» RECORD EXCERPTS
▽

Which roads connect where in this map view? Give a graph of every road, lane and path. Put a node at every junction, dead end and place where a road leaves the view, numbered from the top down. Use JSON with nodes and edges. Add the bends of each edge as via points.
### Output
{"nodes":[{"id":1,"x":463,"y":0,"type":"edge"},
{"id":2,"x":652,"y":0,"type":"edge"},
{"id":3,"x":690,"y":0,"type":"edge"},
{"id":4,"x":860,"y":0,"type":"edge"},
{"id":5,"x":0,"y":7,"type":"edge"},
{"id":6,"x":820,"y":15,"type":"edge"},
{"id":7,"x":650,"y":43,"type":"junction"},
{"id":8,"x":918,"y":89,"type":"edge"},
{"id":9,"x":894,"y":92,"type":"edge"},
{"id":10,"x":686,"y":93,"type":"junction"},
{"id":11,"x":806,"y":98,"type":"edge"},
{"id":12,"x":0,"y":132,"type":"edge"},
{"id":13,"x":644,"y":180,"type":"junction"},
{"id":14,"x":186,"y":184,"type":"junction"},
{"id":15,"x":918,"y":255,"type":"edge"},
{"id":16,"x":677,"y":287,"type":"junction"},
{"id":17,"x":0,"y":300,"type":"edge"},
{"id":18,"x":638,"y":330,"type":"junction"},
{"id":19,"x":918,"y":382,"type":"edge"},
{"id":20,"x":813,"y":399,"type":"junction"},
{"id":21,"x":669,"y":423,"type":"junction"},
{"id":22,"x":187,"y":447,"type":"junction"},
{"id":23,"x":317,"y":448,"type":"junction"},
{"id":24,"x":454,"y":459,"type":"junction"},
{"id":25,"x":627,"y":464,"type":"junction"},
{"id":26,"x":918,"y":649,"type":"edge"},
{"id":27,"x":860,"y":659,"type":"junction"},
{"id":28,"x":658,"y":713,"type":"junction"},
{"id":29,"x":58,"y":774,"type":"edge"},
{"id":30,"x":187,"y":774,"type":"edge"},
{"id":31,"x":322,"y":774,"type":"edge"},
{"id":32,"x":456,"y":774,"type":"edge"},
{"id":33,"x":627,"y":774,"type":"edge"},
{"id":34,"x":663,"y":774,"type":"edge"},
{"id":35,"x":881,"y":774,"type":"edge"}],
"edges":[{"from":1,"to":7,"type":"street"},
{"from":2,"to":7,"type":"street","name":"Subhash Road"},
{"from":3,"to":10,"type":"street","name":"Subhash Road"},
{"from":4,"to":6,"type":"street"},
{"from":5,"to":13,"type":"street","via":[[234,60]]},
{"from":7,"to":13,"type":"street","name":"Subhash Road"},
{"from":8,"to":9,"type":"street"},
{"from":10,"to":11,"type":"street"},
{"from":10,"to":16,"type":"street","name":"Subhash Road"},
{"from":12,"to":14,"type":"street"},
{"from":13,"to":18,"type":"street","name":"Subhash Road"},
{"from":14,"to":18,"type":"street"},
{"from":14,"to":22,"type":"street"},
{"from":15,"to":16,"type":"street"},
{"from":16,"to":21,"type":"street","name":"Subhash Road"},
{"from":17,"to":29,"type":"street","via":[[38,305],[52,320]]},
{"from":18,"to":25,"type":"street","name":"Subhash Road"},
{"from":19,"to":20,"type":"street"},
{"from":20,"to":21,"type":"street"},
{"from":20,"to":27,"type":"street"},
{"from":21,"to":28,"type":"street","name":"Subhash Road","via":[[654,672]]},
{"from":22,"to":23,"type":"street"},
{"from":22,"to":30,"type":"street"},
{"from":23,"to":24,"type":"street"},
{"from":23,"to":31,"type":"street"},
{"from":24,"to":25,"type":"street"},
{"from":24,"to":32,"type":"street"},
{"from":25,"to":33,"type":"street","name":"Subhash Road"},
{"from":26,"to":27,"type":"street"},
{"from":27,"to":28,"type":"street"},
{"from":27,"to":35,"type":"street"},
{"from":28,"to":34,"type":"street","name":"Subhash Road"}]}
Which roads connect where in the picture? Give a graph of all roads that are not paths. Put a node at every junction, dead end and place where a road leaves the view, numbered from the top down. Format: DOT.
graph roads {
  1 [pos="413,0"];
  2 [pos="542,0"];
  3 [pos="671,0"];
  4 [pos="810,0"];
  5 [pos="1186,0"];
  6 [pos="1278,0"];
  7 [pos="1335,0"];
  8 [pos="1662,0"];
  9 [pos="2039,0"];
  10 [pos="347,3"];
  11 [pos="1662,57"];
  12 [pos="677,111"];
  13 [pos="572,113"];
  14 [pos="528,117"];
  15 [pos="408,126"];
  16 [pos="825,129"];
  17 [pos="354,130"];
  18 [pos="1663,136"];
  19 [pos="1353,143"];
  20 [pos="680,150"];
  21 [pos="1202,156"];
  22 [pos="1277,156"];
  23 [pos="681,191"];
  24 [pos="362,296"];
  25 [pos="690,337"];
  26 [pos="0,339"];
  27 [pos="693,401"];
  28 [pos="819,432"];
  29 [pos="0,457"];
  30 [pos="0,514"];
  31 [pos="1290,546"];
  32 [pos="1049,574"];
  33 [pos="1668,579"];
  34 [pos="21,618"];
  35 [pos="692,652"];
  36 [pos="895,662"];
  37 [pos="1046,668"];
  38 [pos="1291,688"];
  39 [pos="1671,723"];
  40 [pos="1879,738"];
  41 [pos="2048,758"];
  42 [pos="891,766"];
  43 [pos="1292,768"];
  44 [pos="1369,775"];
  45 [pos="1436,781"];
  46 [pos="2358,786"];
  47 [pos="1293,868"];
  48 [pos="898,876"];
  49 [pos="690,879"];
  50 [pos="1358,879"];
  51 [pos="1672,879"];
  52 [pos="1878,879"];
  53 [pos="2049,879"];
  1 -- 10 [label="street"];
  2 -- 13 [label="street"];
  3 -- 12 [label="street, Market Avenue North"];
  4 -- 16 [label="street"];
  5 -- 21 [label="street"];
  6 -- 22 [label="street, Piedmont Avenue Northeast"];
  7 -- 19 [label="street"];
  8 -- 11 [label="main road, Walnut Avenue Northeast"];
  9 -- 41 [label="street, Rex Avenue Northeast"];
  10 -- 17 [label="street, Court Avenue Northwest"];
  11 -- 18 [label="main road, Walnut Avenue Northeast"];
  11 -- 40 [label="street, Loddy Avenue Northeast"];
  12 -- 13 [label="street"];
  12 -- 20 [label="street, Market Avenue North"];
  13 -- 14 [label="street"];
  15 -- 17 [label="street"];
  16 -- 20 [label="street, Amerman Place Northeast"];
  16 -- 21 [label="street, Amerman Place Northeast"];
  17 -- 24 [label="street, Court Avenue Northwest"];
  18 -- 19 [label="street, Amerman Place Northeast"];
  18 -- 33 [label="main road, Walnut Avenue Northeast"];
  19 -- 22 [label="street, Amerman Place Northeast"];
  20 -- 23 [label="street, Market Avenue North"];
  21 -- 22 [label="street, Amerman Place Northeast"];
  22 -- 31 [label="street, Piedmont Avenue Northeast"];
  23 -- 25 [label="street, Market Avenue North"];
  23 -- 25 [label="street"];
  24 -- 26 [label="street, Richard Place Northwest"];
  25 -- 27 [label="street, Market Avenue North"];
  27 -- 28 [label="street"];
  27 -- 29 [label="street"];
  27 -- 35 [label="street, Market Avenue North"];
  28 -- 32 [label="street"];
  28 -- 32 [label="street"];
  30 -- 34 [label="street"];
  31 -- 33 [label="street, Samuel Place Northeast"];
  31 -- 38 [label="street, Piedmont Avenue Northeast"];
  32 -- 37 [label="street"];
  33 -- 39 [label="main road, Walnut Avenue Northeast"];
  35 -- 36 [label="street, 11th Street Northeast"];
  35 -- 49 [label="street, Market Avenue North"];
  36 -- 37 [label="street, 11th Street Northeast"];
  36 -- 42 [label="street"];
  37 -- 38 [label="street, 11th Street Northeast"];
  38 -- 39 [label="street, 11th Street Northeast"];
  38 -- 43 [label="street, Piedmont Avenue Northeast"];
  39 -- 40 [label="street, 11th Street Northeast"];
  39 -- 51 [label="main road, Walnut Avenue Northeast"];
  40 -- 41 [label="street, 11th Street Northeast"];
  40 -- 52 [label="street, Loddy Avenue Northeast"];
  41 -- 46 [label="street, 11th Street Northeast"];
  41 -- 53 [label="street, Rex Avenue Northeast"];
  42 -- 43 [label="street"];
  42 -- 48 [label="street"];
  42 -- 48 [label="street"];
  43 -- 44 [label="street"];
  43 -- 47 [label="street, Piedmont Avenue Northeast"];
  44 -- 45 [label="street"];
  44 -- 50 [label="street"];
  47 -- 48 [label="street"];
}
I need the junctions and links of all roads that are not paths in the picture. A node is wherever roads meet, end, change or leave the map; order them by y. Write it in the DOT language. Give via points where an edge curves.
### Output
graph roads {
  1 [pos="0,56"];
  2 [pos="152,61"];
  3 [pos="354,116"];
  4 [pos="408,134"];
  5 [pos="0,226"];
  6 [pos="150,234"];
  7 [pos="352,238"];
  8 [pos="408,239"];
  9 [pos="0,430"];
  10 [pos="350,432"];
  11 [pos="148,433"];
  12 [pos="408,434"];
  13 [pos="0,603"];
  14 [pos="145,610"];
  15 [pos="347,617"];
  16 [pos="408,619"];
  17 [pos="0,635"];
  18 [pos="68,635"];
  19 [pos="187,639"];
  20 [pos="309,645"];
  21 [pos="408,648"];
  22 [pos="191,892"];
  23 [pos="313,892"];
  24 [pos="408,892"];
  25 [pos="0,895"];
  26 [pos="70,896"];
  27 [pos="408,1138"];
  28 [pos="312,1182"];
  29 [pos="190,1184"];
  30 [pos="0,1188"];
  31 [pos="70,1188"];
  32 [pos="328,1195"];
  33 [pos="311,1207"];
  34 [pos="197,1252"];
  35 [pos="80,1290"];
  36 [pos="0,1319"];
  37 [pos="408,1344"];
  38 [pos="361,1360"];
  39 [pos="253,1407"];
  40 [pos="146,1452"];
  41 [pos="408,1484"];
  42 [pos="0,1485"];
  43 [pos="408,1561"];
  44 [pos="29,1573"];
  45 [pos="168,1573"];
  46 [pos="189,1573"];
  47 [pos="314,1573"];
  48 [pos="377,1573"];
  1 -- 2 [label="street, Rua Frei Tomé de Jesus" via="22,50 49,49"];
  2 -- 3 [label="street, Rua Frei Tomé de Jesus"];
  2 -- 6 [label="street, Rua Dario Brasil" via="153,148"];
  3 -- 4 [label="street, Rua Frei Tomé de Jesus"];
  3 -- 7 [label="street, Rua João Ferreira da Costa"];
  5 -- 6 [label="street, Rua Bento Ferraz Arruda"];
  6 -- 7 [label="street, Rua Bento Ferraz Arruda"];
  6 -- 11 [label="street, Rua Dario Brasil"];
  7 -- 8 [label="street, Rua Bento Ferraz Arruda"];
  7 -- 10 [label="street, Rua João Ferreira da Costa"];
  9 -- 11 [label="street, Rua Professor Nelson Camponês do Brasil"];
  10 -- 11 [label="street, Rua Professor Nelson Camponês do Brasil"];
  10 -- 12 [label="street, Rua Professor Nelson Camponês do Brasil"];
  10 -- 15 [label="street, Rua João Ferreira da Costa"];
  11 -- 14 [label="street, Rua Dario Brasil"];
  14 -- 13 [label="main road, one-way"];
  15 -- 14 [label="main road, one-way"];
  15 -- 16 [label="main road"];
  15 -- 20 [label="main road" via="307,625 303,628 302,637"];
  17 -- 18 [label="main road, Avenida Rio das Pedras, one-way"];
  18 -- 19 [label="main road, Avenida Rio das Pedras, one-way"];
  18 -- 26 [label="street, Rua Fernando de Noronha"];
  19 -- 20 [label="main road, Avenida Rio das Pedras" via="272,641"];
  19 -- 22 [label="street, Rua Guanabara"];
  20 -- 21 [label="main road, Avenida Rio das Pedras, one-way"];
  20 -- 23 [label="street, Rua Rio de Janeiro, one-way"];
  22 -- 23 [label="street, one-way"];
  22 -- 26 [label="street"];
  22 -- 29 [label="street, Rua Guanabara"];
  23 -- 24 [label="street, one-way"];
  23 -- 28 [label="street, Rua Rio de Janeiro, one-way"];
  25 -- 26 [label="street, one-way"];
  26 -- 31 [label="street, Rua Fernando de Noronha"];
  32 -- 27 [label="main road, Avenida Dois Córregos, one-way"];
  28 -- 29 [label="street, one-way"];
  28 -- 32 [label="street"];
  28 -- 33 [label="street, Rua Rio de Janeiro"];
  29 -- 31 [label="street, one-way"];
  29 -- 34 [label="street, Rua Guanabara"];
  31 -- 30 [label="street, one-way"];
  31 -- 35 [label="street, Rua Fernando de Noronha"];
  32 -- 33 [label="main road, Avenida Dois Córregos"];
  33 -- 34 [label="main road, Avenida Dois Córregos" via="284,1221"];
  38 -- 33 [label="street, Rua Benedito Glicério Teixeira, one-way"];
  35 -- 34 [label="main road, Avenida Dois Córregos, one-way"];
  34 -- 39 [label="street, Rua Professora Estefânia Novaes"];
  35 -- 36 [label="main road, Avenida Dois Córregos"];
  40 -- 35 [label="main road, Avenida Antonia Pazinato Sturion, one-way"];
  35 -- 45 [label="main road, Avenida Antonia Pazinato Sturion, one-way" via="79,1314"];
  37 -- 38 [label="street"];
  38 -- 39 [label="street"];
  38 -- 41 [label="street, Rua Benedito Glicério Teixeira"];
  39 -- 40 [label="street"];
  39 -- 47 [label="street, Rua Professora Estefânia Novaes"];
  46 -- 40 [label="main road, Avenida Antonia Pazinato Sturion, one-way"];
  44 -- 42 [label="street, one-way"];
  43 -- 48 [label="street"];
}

△

» ASSIGNMENT
Which lines above contain the word "Nelson"? Show each of them.

» FINAL ANSWER
  9 -- 11 [label="street, Rua Professor Nelson Camponês do Brasil"];
  10 -- 11 [label="street, Rua Professor Nelson Camponês do Brasil"];
  10 -- 12 [label="street, Rua Professor Nelson Camponês do Brasil"];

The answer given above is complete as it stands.